My guess is perhaps there are two (or more?) notions of equality going on here. One notion would perhaps be the idea of two functions $f$ and $g$ being "formally" equivalent if $f$ can be algebraically manipulated to $g$ and vice versa. The other notion would be the more intuitive one where two functions are equal if they have the same domain and map the elements of the domain to the same points in the codomain.
Thanks.
Best Answer
Note that the notation $(f\circ f)(x)$ gives some intuitive notion that we are going to do $2$ different operations.
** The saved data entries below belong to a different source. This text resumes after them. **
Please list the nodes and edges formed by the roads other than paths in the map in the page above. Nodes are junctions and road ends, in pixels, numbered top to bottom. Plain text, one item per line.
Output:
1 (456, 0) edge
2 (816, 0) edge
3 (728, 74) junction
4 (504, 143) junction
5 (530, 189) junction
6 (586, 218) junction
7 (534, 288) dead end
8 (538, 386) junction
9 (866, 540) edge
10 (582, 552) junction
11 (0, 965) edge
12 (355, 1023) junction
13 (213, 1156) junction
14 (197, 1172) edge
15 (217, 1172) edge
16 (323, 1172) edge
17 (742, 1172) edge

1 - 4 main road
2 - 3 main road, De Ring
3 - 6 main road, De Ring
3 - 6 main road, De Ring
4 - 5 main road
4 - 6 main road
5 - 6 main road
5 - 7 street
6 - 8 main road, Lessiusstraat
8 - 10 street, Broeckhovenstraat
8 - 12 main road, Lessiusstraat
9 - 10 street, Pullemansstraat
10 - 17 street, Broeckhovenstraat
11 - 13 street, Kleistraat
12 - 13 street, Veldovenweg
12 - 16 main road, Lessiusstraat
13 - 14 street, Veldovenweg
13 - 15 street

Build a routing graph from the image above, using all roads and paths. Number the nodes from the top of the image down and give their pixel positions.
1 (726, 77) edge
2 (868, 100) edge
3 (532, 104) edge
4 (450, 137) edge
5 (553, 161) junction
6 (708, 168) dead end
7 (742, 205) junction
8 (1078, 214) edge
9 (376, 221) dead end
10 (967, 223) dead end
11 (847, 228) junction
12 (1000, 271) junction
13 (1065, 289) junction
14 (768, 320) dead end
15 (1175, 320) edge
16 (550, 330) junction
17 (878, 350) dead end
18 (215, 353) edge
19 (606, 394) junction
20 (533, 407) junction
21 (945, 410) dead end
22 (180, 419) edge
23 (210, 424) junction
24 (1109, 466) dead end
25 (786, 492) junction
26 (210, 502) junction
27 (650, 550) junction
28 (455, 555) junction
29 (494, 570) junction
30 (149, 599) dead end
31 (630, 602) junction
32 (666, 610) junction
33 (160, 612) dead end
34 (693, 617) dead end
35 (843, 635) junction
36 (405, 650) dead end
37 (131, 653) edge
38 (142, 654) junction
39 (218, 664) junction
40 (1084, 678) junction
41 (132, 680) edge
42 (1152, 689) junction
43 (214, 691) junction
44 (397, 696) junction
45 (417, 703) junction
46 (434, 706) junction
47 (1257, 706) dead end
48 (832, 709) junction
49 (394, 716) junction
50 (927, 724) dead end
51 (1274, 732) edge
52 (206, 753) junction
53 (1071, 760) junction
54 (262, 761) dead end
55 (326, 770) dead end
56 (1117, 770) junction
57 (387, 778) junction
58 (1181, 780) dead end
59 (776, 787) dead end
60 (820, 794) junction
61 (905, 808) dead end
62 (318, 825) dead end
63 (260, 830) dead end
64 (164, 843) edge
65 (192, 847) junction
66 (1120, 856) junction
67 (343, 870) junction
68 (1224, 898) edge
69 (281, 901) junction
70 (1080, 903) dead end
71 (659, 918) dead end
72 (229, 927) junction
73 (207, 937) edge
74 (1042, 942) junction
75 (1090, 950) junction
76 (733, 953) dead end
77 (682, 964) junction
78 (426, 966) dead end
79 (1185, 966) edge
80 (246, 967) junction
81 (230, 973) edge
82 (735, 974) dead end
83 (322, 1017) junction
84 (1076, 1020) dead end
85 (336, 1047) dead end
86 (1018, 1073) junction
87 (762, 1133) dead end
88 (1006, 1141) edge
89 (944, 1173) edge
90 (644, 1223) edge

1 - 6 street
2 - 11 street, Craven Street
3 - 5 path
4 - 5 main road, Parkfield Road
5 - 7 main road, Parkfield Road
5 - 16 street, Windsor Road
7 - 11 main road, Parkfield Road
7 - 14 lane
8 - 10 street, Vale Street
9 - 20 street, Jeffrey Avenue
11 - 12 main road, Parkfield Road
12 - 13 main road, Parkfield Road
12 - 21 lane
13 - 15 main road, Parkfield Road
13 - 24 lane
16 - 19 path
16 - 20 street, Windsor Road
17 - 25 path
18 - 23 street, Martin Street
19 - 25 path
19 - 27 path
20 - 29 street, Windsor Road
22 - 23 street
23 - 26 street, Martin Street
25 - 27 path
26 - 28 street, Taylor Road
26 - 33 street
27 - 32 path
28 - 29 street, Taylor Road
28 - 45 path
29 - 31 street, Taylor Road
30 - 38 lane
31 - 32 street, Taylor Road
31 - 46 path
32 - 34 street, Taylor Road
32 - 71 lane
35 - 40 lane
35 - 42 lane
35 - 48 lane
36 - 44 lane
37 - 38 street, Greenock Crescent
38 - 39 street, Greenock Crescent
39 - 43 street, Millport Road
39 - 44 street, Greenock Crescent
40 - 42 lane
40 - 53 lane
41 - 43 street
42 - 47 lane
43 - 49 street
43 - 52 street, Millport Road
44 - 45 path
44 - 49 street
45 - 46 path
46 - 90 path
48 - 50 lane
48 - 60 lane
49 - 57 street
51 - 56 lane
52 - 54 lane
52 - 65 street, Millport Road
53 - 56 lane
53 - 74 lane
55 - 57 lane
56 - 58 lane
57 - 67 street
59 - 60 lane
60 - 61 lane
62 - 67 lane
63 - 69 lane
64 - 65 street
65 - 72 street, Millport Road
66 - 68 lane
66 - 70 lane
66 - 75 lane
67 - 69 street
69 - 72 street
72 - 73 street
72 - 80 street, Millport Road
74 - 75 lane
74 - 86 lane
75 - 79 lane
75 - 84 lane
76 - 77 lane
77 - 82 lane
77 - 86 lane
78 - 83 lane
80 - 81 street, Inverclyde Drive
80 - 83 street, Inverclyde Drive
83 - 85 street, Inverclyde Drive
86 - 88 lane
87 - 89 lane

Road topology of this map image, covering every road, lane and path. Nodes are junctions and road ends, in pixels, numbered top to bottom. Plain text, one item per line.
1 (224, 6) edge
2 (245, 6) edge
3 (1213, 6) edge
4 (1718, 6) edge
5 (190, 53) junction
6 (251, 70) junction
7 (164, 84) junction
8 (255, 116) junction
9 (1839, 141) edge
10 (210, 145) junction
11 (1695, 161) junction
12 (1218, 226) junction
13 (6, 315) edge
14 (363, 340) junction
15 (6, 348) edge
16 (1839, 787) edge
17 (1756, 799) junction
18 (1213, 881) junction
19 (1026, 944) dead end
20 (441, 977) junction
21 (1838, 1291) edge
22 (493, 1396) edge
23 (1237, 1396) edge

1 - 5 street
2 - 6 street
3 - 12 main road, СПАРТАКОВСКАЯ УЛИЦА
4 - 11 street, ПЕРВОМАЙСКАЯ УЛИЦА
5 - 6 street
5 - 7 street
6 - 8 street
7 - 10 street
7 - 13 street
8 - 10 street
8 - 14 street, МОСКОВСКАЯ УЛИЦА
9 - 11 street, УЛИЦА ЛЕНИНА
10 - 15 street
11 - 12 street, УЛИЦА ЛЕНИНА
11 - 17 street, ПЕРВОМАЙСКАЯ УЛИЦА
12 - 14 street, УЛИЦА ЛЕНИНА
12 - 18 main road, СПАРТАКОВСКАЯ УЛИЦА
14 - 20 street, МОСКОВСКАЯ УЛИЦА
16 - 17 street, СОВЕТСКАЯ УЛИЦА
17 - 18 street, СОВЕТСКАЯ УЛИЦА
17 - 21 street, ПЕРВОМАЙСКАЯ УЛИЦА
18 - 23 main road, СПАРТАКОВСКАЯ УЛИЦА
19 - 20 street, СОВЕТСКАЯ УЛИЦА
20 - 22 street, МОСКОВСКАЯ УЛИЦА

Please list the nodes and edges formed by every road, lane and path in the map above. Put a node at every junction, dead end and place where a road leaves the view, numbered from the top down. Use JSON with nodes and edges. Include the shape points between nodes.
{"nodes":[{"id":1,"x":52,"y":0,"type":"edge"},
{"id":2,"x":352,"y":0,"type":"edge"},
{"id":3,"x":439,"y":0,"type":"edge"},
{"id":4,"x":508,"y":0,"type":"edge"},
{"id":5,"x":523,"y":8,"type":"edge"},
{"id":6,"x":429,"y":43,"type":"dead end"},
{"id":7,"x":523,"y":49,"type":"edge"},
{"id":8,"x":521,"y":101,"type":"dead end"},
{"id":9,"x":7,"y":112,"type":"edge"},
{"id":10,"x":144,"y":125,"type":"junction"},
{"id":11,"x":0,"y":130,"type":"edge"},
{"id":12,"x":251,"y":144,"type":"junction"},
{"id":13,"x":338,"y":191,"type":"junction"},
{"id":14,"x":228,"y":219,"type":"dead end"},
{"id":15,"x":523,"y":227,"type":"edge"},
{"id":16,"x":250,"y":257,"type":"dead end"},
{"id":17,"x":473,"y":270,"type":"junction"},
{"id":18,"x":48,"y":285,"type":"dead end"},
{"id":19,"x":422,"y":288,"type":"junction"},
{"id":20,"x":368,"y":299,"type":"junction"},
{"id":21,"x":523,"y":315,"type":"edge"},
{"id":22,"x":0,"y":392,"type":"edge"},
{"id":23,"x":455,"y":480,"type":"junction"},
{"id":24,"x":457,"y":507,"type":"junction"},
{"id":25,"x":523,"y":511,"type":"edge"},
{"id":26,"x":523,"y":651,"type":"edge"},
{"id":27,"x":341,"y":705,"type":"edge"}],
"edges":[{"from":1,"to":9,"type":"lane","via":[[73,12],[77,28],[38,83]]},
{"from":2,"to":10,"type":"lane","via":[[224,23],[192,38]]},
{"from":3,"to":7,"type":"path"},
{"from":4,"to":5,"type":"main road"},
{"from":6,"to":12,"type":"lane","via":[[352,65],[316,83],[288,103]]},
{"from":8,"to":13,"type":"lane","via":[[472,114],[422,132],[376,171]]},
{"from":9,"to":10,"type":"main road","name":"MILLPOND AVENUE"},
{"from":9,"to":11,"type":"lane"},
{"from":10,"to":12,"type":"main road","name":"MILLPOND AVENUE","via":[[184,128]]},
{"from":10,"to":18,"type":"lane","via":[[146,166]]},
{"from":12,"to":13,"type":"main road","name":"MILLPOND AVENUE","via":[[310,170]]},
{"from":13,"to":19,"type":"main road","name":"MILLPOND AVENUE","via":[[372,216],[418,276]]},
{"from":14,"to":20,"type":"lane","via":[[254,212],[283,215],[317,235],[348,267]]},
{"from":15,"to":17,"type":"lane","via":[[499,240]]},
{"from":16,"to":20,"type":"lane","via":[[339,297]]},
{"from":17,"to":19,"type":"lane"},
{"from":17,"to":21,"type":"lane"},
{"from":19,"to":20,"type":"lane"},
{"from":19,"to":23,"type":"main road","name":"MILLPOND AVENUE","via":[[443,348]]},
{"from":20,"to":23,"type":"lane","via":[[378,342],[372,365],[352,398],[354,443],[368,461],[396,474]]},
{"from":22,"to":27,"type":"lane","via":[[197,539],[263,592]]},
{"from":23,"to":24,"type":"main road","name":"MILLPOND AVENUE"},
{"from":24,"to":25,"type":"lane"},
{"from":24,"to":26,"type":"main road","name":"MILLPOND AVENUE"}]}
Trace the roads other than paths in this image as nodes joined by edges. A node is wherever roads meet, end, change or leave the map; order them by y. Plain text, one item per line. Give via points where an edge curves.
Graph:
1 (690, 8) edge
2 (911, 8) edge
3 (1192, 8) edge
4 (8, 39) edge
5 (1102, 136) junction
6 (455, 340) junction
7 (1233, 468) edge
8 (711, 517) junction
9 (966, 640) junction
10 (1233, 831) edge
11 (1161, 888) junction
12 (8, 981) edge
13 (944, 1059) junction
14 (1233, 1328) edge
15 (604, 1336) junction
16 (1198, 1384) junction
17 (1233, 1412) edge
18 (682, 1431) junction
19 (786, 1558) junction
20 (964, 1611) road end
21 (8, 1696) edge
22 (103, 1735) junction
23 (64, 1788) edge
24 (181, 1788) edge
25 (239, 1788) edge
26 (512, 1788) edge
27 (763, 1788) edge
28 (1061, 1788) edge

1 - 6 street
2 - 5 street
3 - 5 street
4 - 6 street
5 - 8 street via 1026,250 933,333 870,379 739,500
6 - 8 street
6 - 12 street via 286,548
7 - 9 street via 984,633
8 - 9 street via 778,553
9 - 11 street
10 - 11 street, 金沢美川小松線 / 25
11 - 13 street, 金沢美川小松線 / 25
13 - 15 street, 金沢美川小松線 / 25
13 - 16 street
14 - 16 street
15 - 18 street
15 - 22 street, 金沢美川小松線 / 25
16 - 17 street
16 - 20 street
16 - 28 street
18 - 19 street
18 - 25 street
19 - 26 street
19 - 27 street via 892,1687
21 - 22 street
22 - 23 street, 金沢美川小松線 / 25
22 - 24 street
The first will be to "feed" $x$ to $f$, and then "feed" $f(x)$ to $f$. Indeed we have $(f\circ f)(x) = f(f(x))$. We know that $f$ is not defined for $x = -1$ and therefore the inner $f$ in $f(f(x))$ cannot be "fed" $-1$. However, the outer $f$ is fed values from $f(x)$ and it just so happens that $f(x) = -1 \iff x = -\frac12$.
We can then proceed to write the algebraic manipulations you wrote assuming that $1+x \not= 0, \frac{x}{1+x} \not= -1$ given that otherwise you would be dividing by $0$.
On the other hand, starting from $\frac{1}{2x+1}$ one cannot write $$\frac{\frac{x}{1+x}}{\frac{1+2x}{1+x}}$$ if we don't explicitly state that $1+x\not=0$, otherwise you would be dividing by $0$. Therefore one can always do the algebraic manipulations, given that one carries the excluded points along.
Therefore, one finds $f(f(x))$ to be defined for $x\not\in \{-\frac12, -1\}$ and for the points where it is defined we have $f(f(x)) = \frac{1}{2x+1}$. Similarly, working backwards like you did, we get
$$\frac{\frac{x}{1+x}}{\frac{1+2x}{1+x}} = \frac{\frac{x}{1+x}}{1 + \frac{x}{1+x}}$$
except for the points $x = -\frac12, -1$ because we had to exclude them.
What is more, you are right when you say that two functions are equal if they have the same domain/codomain and if they map the same objects to the same images. Having that in mind, the functions $f(f(x))$ and $\frac1{2x+1}$ are not the same function, unless you restrict the second one to the points where we know $f(f(x))$ is well-defined.